13

10K 1.1K 957
                                    

MERHABALAAAARR

Önceki bölüm çok üzülmüşsünüz kiss sahnesini okuyamadığınız için

Ama bu user sizi yüzüstü bırakır mı????
Tab2 bırakmaz

Hadi iyi okumalar size♡♡

...

Flashback

Albay Jeon, kucağındaki bedeni masallardaki prensesler misali taşımaya devam ederken yerinde durmak bilmeyen parmaklar göğsünü patpat'lıyor ya da boynuna ulaşıyordu. Bilinci neredeyse tamamen kapalı olan biriyle uğraşmak yeterince zor değilmiş gibi bir de kişiliği ve statüsü hakkında kompleksleri olan birinin ona bakması daha da zordu tabii ki.
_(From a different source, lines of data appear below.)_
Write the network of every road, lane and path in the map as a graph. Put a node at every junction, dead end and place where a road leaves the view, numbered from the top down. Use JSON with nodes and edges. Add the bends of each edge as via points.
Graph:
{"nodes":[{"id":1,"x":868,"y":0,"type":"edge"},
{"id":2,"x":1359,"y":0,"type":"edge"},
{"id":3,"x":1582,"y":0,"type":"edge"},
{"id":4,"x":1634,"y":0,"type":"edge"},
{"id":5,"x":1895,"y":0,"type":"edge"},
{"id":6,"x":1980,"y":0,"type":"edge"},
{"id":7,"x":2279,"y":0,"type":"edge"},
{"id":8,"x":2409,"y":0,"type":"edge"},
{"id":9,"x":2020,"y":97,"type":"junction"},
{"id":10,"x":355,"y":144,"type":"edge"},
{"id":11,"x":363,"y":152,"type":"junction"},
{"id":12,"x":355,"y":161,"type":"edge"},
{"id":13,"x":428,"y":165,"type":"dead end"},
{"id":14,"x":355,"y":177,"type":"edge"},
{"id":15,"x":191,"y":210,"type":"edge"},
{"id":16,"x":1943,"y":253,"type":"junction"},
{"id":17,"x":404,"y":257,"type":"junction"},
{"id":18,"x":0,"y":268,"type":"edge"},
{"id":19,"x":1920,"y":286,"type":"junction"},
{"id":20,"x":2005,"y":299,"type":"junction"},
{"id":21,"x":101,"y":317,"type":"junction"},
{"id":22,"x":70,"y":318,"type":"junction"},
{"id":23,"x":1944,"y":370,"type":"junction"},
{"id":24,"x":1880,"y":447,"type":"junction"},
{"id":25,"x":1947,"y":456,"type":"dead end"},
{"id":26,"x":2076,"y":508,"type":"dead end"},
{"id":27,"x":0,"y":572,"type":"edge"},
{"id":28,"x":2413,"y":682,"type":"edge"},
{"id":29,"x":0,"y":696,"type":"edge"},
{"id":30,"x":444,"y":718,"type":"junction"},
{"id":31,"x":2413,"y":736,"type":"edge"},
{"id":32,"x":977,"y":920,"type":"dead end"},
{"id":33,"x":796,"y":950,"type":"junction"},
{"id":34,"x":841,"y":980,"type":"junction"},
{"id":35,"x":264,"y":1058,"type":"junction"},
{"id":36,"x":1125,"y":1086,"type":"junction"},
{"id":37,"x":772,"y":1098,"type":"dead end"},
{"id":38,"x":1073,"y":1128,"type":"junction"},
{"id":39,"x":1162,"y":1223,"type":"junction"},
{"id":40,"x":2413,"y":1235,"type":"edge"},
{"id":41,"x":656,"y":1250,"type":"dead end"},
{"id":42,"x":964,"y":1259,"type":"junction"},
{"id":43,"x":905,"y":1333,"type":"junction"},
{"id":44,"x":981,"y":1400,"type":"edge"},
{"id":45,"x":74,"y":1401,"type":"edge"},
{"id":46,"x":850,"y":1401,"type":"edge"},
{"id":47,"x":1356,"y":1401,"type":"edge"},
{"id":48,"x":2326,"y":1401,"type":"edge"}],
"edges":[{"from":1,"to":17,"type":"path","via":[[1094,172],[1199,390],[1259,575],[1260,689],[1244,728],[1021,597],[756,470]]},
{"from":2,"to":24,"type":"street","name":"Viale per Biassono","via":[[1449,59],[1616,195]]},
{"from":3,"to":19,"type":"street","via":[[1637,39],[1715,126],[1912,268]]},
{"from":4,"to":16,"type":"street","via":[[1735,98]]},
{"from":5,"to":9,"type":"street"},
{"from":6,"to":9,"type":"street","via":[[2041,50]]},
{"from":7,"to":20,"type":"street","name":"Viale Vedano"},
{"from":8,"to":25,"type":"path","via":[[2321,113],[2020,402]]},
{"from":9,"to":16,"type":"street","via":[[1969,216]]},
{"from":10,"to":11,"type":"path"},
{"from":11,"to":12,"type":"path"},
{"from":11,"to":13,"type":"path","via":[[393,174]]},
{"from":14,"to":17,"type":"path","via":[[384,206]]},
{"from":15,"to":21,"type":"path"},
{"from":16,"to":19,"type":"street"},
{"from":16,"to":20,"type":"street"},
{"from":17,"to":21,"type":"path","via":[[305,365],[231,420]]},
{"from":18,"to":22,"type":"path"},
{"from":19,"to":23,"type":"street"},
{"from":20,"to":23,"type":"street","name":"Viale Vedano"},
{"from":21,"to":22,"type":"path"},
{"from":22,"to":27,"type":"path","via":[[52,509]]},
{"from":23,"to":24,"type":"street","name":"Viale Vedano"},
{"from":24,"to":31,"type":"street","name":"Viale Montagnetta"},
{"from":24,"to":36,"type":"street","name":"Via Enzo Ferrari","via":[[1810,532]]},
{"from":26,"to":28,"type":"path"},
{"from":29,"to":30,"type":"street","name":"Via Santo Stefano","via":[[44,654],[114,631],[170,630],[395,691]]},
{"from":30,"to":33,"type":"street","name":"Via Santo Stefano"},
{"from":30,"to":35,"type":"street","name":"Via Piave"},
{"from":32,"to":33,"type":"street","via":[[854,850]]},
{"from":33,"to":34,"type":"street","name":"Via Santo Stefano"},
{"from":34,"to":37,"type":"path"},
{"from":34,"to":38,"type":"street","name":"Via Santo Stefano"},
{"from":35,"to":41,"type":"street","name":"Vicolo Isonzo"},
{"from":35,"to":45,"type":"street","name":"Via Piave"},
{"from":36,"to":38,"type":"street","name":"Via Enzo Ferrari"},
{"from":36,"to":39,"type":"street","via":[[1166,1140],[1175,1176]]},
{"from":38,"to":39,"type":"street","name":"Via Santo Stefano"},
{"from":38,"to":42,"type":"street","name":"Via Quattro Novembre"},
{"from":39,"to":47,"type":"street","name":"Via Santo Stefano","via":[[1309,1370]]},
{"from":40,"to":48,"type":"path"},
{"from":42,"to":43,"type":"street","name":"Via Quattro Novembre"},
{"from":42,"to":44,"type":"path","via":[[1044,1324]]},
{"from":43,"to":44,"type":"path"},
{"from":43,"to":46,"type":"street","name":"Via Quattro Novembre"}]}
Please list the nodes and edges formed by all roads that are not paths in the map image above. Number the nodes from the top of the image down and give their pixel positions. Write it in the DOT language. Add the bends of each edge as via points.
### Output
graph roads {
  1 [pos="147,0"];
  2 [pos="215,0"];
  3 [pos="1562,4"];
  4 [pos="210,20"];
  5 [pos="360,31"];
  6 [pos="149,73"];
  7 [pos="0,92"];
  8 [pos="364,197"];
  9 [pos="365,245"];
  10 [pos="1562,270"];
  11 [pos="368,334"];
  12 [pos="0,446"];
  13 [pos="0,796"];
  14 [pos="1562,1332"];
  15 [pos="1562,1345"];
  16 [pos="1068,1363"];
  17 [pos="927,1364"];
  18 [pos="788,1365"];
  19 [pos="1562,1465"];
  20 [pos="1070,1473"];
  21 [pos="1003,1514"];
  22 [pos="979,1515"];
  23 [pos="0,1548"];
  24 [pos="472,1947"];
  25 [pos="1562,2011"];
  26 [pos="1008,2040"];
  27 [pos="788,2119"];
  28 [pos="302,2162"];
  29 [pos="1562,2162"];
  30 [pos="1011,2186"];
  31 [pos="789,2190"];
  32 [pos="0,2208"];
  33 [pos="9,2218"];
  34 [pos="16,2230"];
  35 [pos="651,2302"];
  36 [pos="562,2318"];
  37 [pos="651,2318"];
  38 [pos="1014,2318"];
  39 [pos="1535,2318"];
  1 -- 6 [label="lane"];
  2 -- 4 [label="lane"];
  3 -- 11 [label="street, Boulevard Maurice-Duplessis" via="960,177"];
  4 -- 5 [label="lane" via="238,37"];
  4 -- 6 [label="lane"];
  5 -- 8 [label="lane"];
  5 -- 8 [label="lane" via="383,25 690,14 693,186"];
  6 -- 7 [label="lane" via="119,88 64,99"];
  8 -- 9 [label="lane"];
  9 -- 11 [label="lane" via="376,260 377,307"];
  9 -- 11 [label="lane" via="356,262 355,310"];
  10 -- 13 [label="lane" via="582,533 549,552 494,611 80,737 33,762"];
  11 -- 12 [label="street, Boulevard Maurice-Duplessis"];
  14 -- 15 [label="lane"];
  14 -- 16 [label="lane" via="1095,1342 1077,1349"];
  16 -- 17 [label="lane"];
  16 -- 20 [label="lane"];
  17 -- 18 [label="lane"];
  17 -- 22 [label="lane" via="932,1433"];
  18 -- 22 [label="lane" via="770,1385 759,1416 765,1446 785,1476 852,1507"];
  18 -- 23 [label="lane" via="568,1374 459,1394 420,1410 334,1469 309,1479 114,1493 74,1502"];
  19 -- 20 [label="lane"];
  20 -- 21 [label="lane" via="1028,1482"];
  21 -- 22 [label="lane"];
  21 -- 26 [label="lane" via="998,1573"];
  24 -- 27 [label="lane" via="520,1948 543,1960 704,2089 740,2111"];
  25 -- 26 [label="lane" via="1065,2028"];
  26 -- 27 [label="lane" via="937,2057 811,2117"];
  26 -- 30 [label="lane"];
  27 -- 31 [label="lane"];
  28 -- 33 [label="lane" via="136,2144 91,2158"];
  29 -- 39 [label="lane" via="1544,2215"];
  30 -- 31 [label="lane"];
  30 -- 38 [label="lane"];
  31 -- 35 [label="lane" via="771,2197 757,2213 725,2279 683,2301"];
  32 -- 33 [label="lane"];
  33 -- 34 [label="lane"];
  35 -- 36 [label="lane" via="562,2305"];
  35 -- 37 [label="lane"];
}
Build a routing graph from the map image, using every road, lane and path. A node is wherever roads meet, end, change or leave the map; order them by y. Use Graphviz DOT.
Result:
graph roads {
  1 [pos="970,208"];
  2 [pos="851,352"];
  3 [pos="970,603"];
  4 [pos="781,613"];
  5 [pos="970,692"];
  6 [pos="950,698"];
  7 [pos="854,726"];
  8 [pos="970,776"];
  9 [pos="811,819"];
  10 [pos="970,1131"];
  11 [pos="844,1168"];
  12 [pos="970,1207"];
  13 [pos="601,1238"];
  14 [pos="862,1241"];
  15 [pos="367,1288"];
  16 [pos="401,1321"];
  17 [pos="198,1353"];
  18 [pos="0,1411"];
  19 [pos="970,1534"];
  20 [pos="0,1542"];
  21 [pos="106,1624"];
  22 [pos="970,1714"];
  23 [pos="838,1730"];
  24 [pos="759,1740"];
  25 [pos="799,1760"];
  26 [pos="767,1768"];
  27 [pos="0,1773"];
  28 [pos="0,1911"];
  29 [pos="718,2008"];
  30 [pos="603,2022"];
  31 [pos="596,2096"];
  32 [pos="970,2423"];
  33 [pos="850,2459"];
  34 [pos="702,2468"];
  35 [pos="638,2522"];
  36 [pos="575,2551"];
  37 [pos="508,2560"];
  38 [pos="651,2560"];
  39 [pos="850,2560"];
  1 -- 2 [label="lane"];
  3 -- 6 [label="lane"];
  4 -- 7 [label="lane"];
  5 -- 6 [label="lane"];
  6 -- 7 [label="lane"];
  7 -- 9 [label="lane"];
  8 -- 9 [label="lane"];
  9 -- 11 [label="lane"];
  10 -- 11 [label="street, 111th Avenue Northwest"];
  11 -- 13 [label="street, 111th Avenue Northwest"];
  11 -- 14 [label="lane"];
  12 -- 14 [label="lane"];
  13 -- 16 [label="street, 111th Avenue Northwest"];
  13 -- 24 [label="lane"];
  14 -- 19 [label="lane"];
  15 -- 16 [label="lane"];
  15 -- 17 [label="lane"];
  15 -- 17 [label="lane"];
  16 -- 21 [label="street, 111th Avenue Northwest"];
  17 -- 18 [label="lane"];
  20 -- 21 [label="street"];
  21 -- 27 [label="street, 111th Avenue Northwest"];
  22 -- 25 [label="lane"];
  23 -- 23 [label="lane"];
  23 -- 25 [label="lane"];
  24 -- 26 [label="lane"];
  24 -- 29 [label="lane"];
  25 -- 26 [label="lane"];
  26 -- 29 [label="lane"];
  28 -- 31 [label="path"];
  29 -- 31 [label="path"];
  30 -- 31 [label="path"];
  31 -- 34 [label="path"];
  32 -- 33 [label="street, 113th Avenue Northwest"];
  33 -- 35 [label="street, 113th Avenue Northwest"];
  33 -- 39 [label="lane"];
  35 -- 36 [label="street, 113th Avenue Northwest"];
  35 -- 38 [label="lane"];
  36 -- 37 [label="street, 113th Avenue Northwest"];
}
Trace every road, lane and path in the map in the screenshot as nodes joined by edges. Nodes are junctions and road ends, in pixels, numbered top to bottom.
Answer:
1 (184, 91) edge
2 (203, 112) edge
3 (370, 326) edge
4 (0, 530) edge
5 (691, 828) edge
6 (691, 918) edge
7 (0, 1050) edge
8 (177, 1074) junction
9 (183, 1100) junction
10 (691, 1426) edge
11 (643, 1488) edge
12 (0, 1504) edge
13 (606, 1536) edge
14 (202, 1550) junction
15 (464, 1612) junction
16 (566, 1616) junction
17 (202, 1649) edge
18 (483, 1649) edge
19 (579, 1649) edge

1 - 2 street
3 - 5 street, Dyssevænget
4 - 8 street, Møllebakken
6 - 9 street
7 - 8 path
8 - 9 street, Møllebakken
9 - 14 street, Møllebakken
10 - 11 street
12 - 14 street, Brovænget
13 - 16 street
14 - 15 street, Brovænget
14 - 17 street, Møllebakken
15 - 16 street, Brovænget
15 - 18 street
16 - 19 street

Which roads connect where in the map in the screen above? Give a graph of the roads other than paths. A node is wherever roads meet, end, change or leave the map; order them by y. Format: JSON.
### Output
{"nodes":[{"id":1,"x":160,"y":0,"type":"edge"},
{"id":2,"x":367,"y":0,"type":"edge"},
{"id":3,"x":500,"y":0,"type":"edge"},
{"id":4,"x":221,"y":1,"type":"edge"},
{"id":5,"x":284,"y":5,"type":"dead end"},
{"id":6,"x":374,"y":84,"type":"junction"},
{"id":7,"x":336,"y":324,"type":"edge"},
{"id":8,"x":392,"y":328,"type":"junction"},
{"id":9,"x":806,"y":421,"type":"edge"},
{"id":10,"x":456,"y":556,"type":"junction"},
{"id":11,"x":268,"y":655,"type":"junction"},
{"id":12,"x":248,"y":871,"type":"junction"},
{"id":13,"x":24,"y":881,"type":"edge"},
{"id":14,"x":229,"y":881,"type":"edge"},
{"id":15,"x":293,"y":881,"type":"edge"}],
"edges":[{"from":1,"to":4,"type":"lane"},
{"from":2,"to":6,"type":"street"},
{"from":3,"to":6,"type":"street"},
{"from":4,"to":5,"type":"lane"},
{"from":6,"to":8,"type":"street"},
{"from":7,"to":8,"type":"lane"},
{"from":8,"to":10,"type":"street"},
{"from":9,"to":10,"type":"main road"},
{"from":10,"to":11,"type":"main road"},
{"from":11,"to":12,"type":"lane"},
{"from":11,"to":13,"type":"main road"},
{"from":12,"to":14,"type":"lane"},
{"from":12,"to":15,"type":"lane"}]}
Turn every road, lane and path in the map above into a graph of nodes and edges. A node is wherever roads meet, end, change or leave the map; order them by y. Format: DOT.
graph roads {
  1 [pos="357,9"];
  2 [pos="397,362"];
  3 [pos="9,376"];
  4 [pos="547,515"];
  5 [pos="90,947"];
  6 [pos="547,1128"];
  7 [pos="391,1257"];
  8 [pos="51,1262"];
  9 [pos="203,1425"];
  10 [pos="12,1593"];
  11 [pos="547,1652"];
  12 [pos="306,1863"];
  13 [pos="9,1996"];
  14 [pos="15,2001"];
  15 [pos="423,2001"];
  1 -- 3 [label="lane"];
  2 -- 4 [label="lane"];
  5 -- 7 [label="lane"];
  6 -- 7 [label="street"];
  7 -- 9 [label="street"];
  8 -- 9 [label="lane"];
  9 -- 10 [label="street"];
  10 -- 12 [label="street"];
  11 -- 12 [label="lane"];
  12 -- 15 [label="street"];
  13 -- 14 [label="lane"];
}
Zaten bir buçuk saattir nasıl hâlâ kafayı yemediğini bilmiyordu, aslında çoktan doktoru en azından hayvanlar tarafından yenmeyeceği bir yere bırakıp evine dönmüş olmalıydı ama dayanabilmişti işte bir şekilde. Ya Tanrı tarafından kutsal sabır inmişti yüreğine, ya da...ya da uzun zamandır hissetmediği vicdanı el vermemişti.

"Albayyy? Ne varmış burada hm, ne varmış?"

Sarhoşluktan yanakları kan kırmızısı olan Taehyung, parmaklarını kendini taşıyan kişinin dudaklarına götürüp biraz baskı uygulayarak dişlerine ulaşmaya çalışıyordu. Bir yandan sanki çok komik bir şey yapıyormuş gibi kıkırdıyor, diğer yandan da ara ara istemsizce gözlerinden yaş akıtıyordu. Albay ise çaresizce sinirlerine hakim olmak için derin nefesler alıp veriyordu, çok kolay engel olabilecekken bunu yapmaması tuhaftı. Belki de ertesi gün olduğunda kamera başındaki askerlerle ufak bir konuşma yapması gerekebilirdi çünkü herkesin dilinde 'Bizim Albay Jeon kucağındaki doktoru kendi evine taşıdığı yetmiyormuş gibi bir de şu tavırlarına müsamaha gösteriyor' denmesini istemezdi.

"Uslu dur Doktor, atarım yoksa aşağı."

Konuşurken dudakları onun parmaklarına çarpmıştı, bu her ne kadar tuhafına kaçsa da bozuntuya vermemiş ve çekinmeden konuşmuştu. Ki zaten kolları arasındaki bedenin de hiçbir utanması yoktu.

"Atarsanız canım yanar ama."

"Ben de seni taşıyorum yirmi dakikadır, laf ediyor muyum?"

Dudak büzüp ardından Albay'ın üst koluna parmaklarını saran Taehyung kıkırdadı. "Sizin kollarınız güçlü, benim bedenim pek dayanıklı değil."

"Niye dokunup duruyorsun?" Dedi Albay başını aşağı doğru eğip doktorun şaşkın yüzüne bakarak, göz yaşlarını fark ettiği zaman ise kendi içinde kısa bir süre sorguladı sebebini. "Rahat dursun elin kolun."

"Kim?" diye aniden yükseldi Taehyung, kaşlarını çatmıştı. "Asıl siz dokunuyorsunuz yirmi dakikadır belime ve bacaklarıma!"

"Buna taşımak denir, istersen bırakayım?"

Yanağını o sert üniformalı göğsüne yasladı ve iç çekti. "Hayır ama pozisyonumuzu değişsek iyi olur."

"Neden? Bir de beğenmiyor musun?"

"Hayır..." dedi Taehyung usulca. "Küçükken annem beni böyle taşımak istemezdi biraz tombul olduğum için. Kollarına zarar vereceğimi söyleyip kızıyordu."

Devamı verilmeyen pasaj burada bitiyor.